Глядя на взволнованное, полное ожидания лицо этой женщины, Шарлотта испугалась, что ее ответ, хотя и совсем не тот, которого Нобби так страшилась, будет для нее не меньшим ударом.
– Он сделал это потому, что узнал: она предала его, изменила, – как-то особенно серьезно сказала миссис Питт. – Нет, нет, не с мужчиной! И не так, как принято считать, говоря о супружеской измене. Она восприняла чужие идеи. Для Лайнуса это оказалось особенно невыносимым. Он понял, что это немедленно станет известно всем, ибо Сьюзен была намерена отказаться от дальнейшей поддержки его планов и идей. Несомненно, за нею последовала бы и ее семья банкиров, которая всегда прислушивалась к ее мнению. А это не могло не получить огласку. – Шарлотта посмотрела на бледное лицо своей собеседницы. – Вы ведь знаете, миссис Чэнселлор была одной из самых горячих сторонниц идей мужа. А теперь все должны были узнать, что это не так. Начались бы кривотолки, домыслы…
– Но если она… думала иначе…
Мисс Ганн попыталась выразить что-то мучившее ее, но слова ускользали, а мысли казались не стоящими того, чтобы произносить их вслух, ибо это были прописные истины, нечто само собой разумеющееся. Замужняя женщина должна быть предана супругу и не только поддерживать его во всех его идеях, но и глубоко проникнуться сознанием тех обязательств, которые несет каждый из них; она полностью разделяет его суждения во всех сферах его деятельности – будь то наука, философия, политика или финансы. И конечно же, замужняя женщина не могла претендовать на право собственного голоса, поскольку ее интересы всегда представлял муж. Этот вопрос не обсуждался даже за семейным столом. Любой подобный вызов обществу считался нарушением неписаных законов, которых неуклонно придерживались обе стороны даже в браке без любви. И тем более – в счастливых браках.
– Для Сьюзен же это стало долгом совести, – пояснила дальше Шарлотта. – Она невольно, вопреки себе, оказалась нелояльной по отношению к мужу. Я однажды видела, как она пыталась переубедить его. Он просто ее не слушал, ибо не допускал и мысли, что она может думать иначе. Одному богу известно, сколько раз она пыталась…

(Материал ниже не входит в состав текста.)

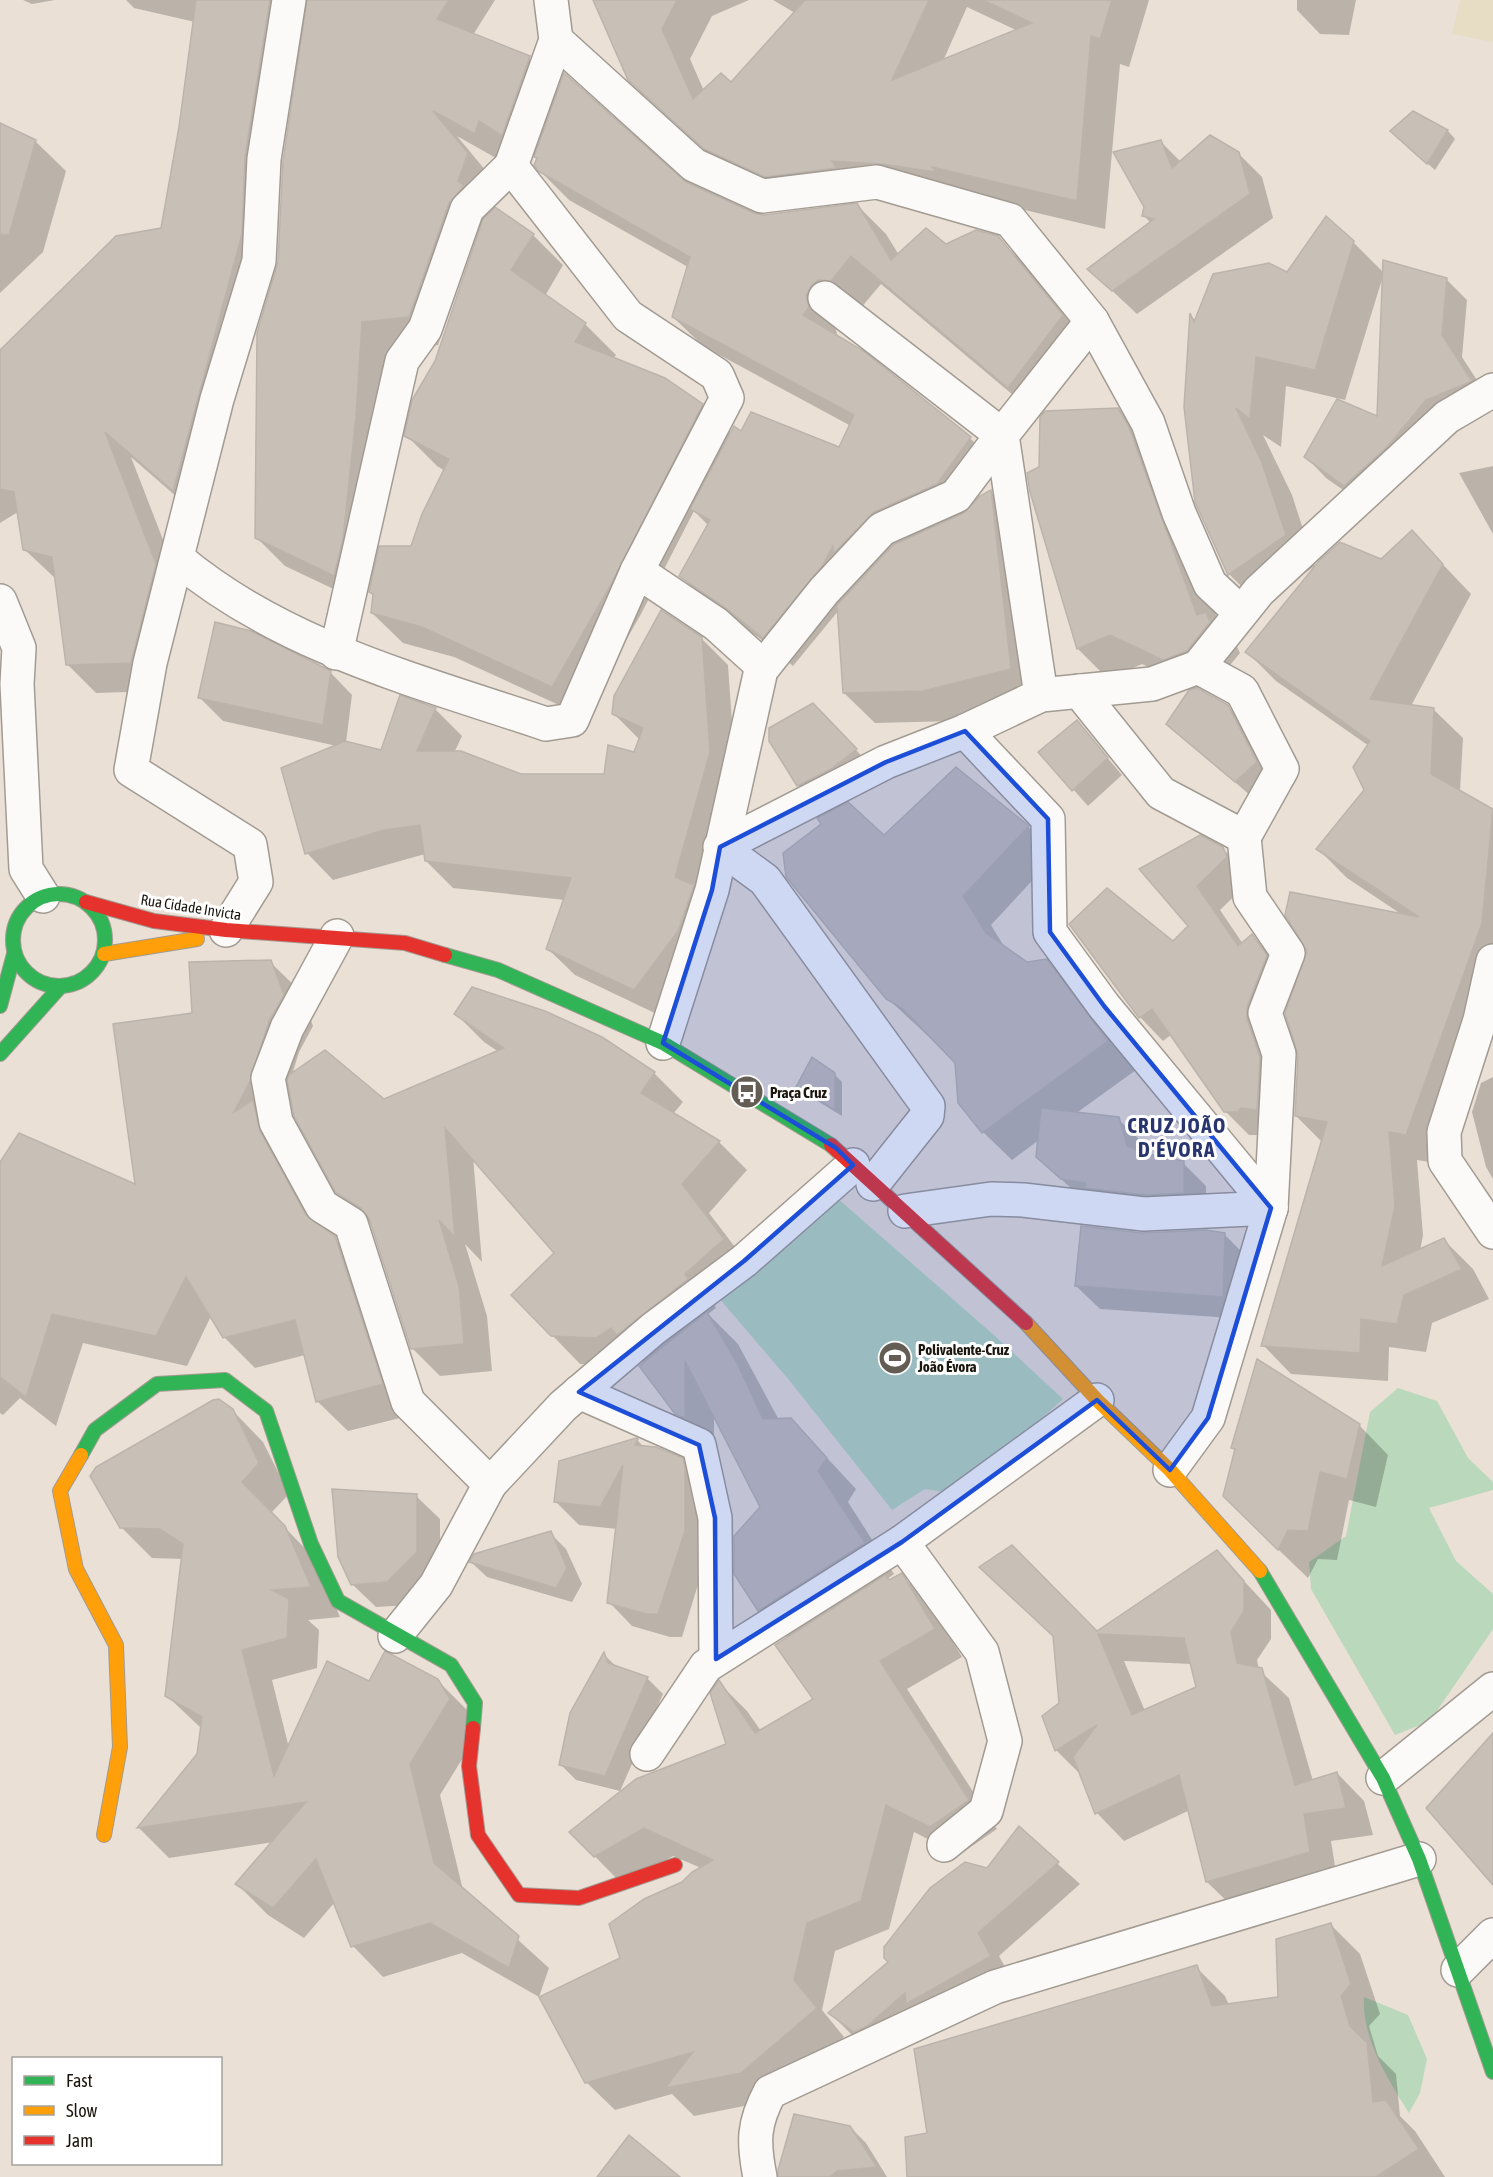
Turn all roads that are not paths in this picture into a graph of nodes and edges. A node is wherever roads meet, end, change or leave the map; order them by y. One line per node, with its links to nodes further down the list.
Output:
1 (289, 0): 9 (street)
2 (551, 0): 3 (street)
3 (556, 40): 4 (street); 6 (street)
4 (511, 166): 10 (street); 13 (street)
5 (825, 298): 8 (street)
6 (1092, 321): 8 (street); 12 (street)
7 (1493, 390): 12 (street)
8 (1002, 435): 15 (street); 17 (street)
9 (178, 559): 13 (street); 24 (street)
10 (637, 571): 13 (street); 15 (street)
11 (0, 600): 22 (street)
12 (1241, 613): 14 (street)
13 (336, 653)
14 (1198, 667): 16 (street); 19 (street)
15 (761, 670): 20 (street)
16 (1079, 691): 17 (street); 19 (street)
17 (1041, 694): 18 (street)
18 (965, 731): 20 (street); 35 (street)
19 (1244, 837): 35 (street)
20 (720, 847): 32 (street); 34 (street)
21 (0, 850): 22 (street)
22 (34, 882): 23 (street); 26 (street)
23 (86, 902): 24 (street, Rua Cidade Invicta); 27 (street)
24 (239, 932): 25 (street); 27 (street, Rua Cidade Invicta)
25 (337, 936): 32 (street); 41 (street)
26 (14, 954): 29 (street); 30 (street)
27 (104, 954): 29 (street)
28 (1493, 961): 31 (street)
29 (60, 987): 33 (street)
30 (0, 1006)
31 (1487, 1022): 37 (street)
32 (663, 1043): 34 (street)
33 (0, 1054)
34 (863, 1175): 36 (street); 38 (street)
35 (1271, 1208): 36 (street); 40 (street)
36 (906, 1211): 39 (street)
37 (1493, 1232)
38 (579, 1392): 41 (street); 44 (street)
39 (1097, 1400): 40 (street); 42 (street)
40 (1170, 1470): 47 (street)
41 (490, 1484): 43 (street)
42 (902, 1542): 44 (street); 49 (street)
43 (395, 1636): 48 (street); 51 (street)
44 (716, 1659): 46 (street)
45 (1493, 1689): 47 (street)
46 (647, 1754)
47 (1383, 1778): 50 (street)
48 (104, 1835)
49 (944, 1845)
50 (1419, 1859): 53 (street); 55 (street)
51 (675, 1865)
52 (1493, 1935): 53 (street)
53 (1458, 1970): 54 (street)
54 (1493, 2072)
55 (759, 2177)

У Зенобии был такой вид, будто это она понесла тяжелую утрату. Потрясенная, с отсутствующим взглядом, мисс Ганн, казалось, ушла глубоко в себя. Поднявшись, она даже пошатнулась.
– Да, да, конечно. Я знаю, что Сьюзен никогда ничего не сделала из недобрых побуждений или по легкомыслию. Благодарю вас, но мне… пора. Я должна нанести еще несколько визитов.
Встревоженная миссис Питт едва удержалась, чтобы не спросить, хорошо ли она себя чувствует, но поняла, что душевные раны лечит лишь время. В этом никто не может помочь. Она что-то сказала на прощание и смотрела, как Нобби, держась неестественно прямо, но неуверенно ступая, пересекла холл.
Мисс Ганн возвращалась домой, почти не помня себя. Она как будто бы раздвоилась: одна ее половина хотела немедленно увидеть Питера Крайслера в робкой надежде услышать от него, что все совсем не так, другая предупреждала, что это не только глупо, но и бесполезно и только поставило бы их обоих в неловкое положение. Женщина не может внезапно появиться в квартире одинокого мужчины, чтобы сказать ему… Что сказать? Что разочаровалась в нем и несчастна? Что любит его, хотя они никогда об этом не говорили, никогда не произносили слов признаний? Или что не сможет простить ему того, что он сделал?
Но разве он просил говорить ему это?
Подавленная и несчастная, Нобби вернулась домой в тот час, с которого обычно начинают наносить визиты, светские и официальные, и первое, что она узнала от горничной, войдя в дом, было известие: Питер здесь и ждет ее.
Она подумала, что следует принять его в гостиной. Встреча в саду, как в прошлый раз, была бы для нее мучительной, ибо напомнила бы о чувстве близости и о надежде, которые они оба тогда испытали.